------ RECORDS FOR PROCESSING

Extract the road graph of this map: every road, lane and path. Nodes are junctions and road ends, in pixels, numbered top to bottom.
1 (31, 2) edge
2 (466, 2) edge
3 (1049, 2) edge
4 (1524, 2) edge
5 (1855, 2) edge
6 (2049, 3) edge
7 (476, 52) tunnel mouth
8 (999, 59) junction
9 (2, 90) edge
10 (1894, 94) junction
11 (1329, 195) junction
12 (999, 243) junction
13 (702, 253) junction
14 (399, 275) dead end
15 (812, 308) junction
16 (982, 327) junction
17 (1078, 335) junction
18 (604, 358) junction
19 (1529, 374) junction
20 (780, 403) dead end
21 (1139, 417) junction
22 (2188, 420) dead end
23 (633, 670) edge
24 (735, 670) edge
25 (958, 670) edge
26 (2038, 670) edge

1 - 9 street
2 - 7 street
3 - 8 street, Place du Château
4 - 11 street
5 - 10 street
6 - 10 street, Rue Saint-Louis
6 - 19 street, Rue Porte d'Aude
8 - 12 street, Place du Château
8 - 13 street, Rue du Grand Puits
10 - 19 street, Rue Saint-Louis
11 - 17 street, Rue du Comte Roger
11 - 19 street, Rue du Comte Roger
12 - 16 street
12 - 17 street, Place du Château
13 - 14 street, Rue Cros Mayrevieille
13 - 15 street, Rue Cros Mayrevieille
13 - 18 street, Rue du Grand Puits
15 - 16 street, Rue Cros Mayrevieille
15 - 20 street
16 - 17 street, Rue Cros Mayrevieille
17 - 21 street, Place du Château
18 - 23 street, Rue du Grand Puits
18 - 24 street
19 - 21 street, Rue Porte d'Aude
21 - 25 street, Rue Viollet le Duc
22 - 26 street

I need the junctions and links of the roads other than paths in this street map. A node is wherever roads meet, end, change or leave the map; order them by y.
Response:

------------
------ RECORDS FOR PROCESSING

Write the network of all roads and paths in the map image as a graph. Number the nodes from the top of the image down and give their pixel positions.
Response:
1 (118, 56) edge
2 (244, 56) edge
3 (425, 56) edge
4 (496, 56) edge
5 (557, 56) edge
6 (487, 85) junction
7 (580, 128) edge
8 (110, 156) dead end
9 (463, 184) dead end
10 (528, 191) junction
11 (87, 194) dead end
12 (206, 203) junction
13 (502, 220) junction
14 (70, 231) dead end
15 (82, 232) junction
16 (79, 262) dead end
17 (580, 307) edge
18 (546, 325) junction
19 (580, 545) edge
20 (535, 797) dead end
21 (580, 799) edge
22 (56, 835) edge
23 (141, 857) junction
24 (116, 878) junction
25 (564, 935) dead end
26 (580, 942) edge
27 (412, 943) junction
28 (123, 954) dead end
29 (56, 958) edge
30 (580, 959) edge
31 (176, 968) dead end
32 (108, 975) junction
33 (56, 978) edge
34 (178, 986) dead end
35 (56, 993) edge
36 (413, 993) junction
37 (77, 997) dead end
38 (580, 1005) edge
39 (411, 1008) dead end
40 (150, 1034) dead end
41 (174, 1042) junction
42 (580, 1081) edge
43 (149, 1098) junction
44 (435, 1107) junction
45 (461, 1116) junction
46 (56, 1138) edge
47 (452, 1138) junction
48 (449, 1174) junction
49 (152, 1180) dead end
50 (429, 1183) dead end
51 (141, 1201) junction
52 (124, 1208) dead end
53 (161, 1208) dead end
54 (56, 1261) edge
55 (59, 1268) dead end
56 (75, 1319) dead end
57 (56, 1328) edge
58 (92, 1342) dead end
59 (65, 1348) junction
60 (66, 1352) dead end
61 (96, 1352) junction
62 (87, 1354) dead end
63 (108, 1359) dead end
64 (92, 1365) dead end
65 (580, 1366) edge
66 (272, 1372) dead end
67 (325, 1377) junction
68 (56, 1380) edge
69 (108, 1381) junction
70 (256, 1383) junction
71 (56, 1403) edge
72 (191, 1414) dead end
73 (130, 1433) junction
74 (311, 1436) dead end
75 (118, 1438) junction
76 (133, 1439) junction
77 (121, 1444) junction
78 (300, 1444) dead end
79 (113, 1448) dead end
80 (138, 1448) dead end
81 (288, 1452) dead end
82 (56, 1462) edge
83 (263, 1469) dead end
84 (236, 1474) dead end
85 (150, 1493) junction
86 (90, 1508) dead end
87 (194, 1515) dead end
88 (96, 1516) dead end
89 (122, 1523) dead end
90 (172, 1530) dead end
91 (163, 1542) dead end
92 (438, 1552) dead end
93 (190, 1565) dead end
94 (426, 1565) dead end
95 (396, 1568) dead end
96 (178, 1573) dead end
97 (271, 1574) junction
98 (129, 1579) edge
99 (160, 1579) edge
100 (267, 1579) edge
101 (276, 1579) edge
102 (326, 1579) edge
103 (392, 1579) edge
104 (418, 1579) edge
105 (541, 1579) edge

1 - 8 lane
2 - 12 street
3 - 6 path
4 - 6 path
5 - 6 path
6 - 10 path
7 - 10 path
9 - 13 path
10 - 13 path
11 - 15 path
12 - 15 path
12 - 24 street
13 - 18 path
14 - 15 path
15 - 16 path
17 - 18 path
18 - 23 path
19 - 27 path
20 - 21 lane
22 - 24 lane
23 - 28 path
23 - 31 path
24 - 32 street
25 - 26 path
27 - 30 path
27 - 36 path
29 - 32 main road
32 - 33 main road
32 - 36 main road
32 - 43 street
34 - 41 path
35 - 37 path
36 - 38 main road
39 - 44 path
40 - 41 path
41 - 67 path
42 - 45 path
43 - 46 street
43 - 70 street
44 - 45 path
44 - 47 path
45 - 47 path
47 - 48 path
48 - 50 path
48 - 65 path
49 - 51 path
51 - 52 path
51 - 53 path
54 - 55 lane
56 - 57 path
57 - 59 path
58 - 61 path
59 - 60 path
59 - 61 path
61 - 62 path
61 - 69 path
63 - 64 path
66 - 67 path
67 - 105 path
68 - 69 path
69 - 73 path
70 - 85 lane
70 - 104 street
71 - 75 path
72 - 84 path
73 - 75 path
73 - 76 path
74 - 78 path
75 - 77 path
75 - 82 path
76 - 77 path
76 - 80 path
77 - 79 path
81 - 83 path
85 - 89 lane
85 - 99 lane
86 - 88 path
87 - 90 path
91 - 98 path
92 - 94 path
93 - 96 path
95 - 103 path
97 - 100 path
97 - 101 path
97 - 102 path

------------
------ RECORDS FOR PROCESSING

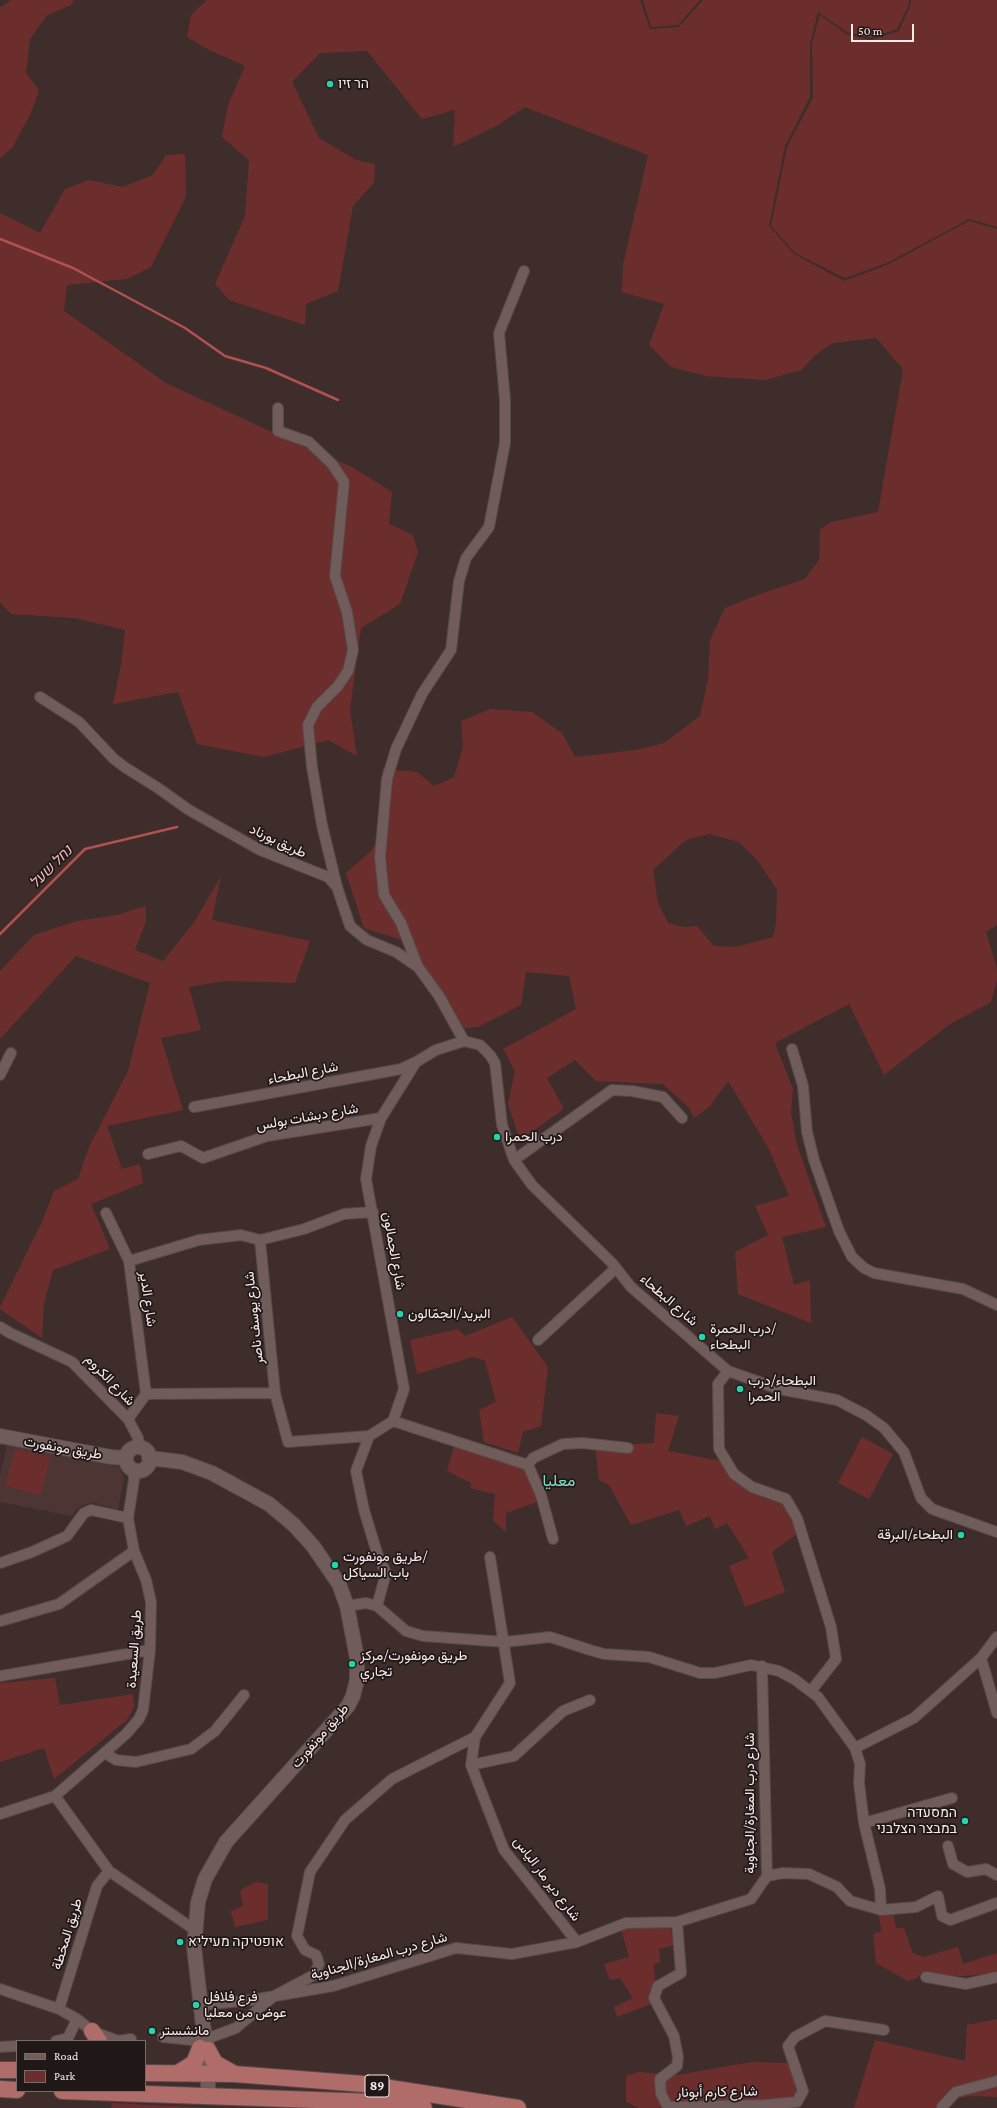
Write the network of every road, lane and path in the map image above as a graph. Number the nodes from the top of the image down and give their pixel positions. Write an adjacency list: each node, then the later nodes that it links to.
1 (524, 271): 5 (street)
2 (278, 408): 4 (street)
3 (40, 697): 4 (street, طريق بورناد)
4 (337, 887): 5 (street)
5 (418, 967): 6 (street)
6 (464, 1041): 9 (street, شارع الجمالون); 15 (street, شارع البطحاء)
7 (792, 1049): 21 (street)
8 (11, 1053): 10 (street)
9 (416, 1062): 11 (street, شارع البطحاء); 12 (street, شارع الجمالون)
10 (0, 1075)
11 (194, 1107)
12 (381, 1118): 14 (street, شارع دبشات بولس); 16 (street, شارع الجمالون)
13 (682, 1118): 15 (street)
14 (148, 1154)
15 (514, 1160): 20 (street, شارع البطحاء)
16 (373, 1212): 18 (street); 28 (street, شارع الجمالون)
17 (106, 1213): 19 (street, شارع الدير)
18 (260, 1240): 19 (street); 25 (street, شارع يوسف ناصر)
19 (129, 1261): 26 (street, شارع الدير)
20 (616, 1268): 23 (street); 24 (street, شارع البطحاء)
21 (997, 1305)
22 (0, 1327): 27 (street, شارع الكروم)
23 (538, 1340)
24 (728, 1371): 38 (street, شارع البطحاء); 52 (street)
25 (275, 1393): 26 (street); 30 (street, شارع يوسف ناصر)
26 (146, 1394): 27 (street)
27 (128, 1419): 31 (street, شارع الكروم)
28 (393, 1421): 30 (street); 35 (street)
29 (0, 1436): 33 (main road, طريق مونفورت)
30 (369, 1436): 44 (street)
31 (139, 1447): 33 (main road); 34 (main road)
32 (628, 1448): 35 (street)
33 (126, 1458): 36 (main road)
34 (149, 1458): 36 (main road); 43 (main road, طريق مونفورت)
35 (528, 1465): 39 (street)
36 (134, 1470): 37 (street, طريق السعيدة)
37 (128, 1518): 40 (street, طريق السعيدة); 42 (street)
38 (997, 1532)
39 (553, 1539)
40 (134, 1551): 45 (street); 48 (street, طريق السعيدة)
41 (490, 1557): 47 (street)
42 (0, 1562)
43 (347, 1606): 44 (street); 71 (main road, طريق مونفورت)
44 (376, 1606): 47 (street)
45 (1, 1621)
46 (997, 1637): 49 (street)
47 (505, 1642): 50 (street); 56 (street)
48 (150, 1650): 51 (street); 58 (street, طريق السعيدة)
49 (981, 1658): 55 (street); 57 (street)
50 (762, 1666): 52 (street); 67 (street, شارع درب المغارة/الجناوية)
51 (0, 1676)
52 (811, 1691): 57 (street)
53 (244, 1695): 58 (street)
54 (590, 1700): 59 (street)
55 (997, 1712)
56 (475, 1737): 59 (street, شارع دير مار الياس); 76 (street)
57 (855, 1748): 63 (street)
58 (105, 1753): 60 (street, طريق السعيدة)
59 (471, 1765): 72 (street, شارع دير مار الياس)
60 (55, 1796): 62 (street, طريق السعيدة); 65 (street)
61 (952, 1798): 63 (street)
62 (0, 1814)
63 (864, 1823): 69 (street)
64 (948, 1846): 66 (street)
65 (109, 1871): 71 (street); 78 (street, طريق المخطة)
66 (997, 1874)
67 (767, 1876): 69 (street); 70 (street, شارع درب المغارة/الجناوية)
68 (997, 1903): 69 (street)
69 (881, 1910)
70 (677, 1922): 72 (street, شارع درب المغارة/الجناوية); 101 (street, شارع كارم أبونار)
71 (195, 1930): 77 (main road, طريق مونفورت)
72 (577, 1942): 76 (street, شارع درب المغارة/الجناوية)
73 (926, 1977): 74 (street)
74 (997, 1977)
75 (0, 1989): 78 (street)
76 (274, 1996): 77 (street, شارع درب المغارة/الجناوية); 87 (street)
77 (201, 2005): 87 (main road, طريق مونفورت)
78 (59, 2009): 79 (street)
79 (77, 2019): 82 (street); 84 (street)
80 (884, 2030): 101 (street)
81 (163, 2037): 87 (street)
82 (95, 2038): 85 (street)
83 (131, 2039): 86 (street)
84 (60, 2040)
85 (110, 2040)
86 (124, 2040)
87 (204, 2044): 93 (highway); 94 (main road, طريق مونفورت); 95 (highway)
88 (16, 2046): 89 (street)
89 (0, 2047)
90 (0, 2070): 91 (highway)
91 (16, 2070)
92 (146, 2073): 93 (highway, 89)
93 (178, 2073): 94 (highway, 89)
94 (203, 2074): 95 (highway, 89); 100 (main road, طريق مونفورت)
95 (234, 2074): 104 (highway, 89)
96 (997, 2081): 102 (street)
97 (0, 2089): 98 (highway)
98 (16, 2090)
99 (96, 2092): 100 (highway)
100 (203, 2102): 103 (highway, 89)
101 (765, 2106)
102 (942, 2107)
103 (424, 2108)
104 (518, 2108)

------------

Tally the lines of the data that contain the string "roads" and report the total alone.

2